One of the greatest sources of French national pride is that (supposedly) all Frenchmen are born romantics. After all, France was the birthplace of Romanticism. The Romantic era in French painting grew out of the static, academic excesses of Davidian Classicism with such painters as Delacroix and Gericault leading the way. It was mirrored in both literature and music, some would even say architecture as well. But it faded. Beset first by the Realist movement, then Impressionism, little remained of it's heroic glory except its legacy of color over drawing. Then, in the last decade or so of the nineteenth century, its dying embers suddenly flamed brightly in what has been called Symbolism. French artists such as Rodolphe Bresdin, Odilon Redon, and Gustave Moreau echoed Gustave Klimt in Germany in their jewel-like impressions of ancient mythological and Biblical subjects. It was not NEO-Romanticism, but it WAS romantic.

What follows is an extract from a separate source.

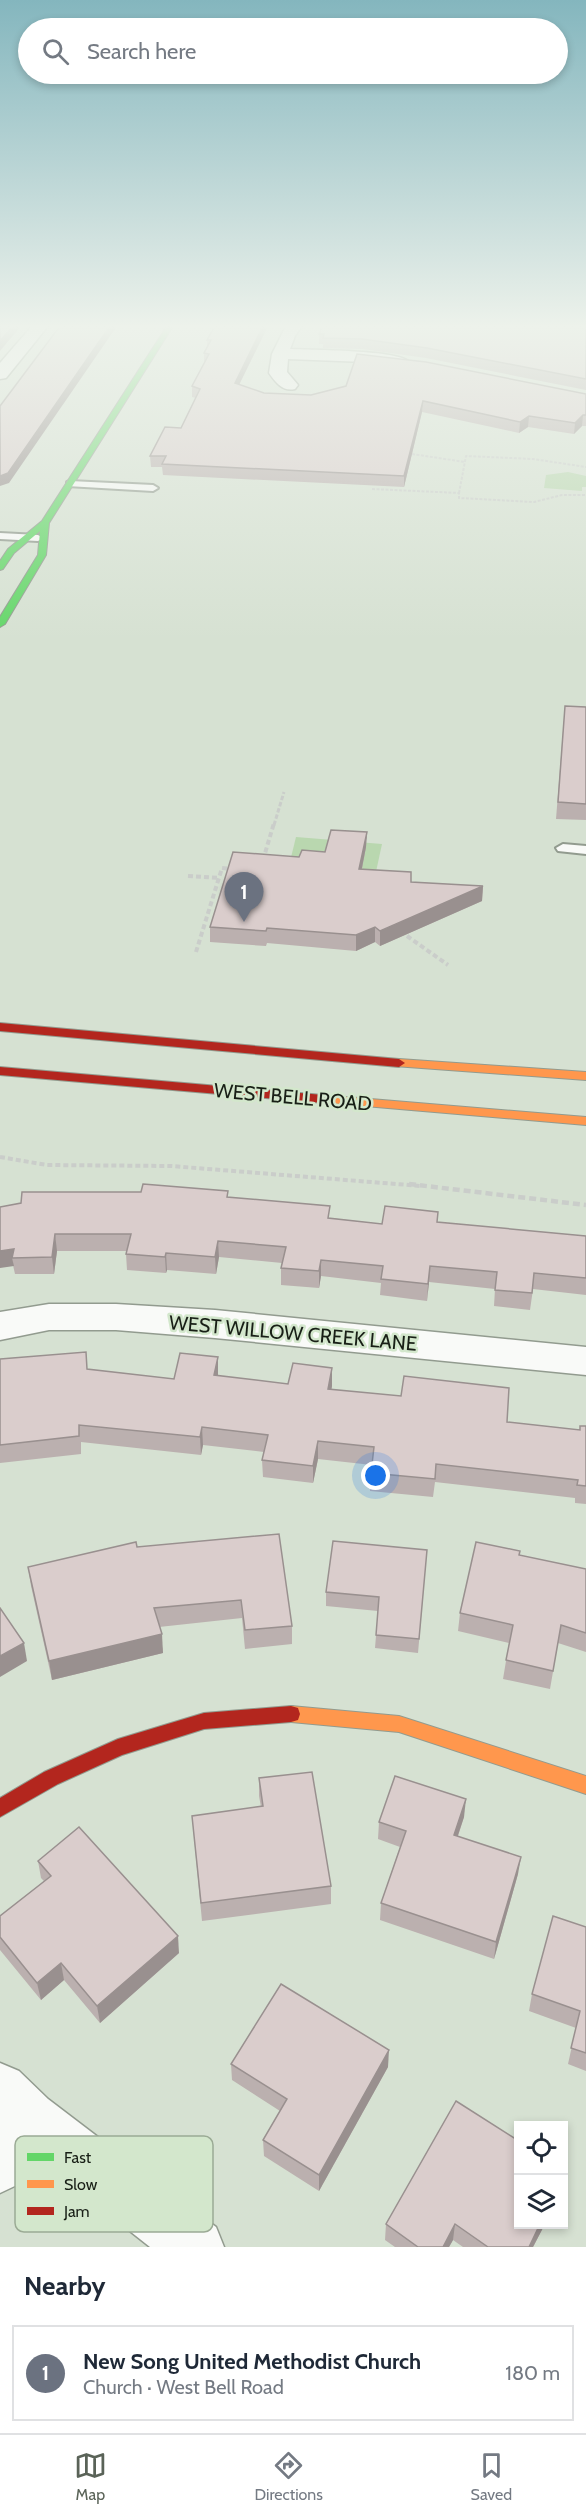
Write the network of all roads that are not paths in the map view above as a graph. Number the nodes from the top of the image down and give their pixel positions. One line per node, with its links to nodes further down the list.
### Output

In 1998, an art historian was digging through a cupboard in a museum and made a discovery art historians go to bed DREAMING about. He pulled out a large roll of canvas containing an unfinished painting done by the premier Symbolism painter, Gustave Moreau. It depicted the mythical Diomedes being devoured by his horses. Okay, so it may have been more of a NIGHTMARE than a dream, but it was nonetheless a startling discovery. How could such a major work, even an unfinished work, go unnoticed for a hundred years? Well, when Moreau died in 1898, he left a large, three-and-a-half story house in Paris packed to the rafters with some fifteen THOUSAND of his paintings, drawings, and watercolors. Add to that mounds of books, papers, and journals and it's little wonder it's taken curators of the Moreau Museum, which now occupies the place, a hundred years to go through the stuff.

Moreau, during his lifetime, was never wealthy, but then again, he was never hurting for money either. His work sold, but he was never forced to pursue sales, and because of that, his fame was limited to France itself. It was 1964 before the first retrospective of his work occurred outside the country. During his lifetime, it would be safe to say he HOARDED his work. He painted for himself. His favorite subject was the Biblical Salome, best known for her dance numbers before King Herod. Moreau painted her so many times he became knows as the "Painter of Salome." Yet his most famous painting, purchased by Prince Napoleon in 1864 for 6000 francs, was "Oedipus and the Sphinx," the mythological tale of a monster who poses riddles and devours all those who cannot solve them. The romantic Oedipus succeeded of course, and good triumphed over evil. Salome, Oedipus, Orpheus, Hercules, and the whole gang can now be seen in a new show, "Gustave Moreau: Between Epic and Dream" at the Art Institute of Chicago through April 25, 1999, when it moves to The Metropolitan Museum of Art in New York where it will remain until August 22.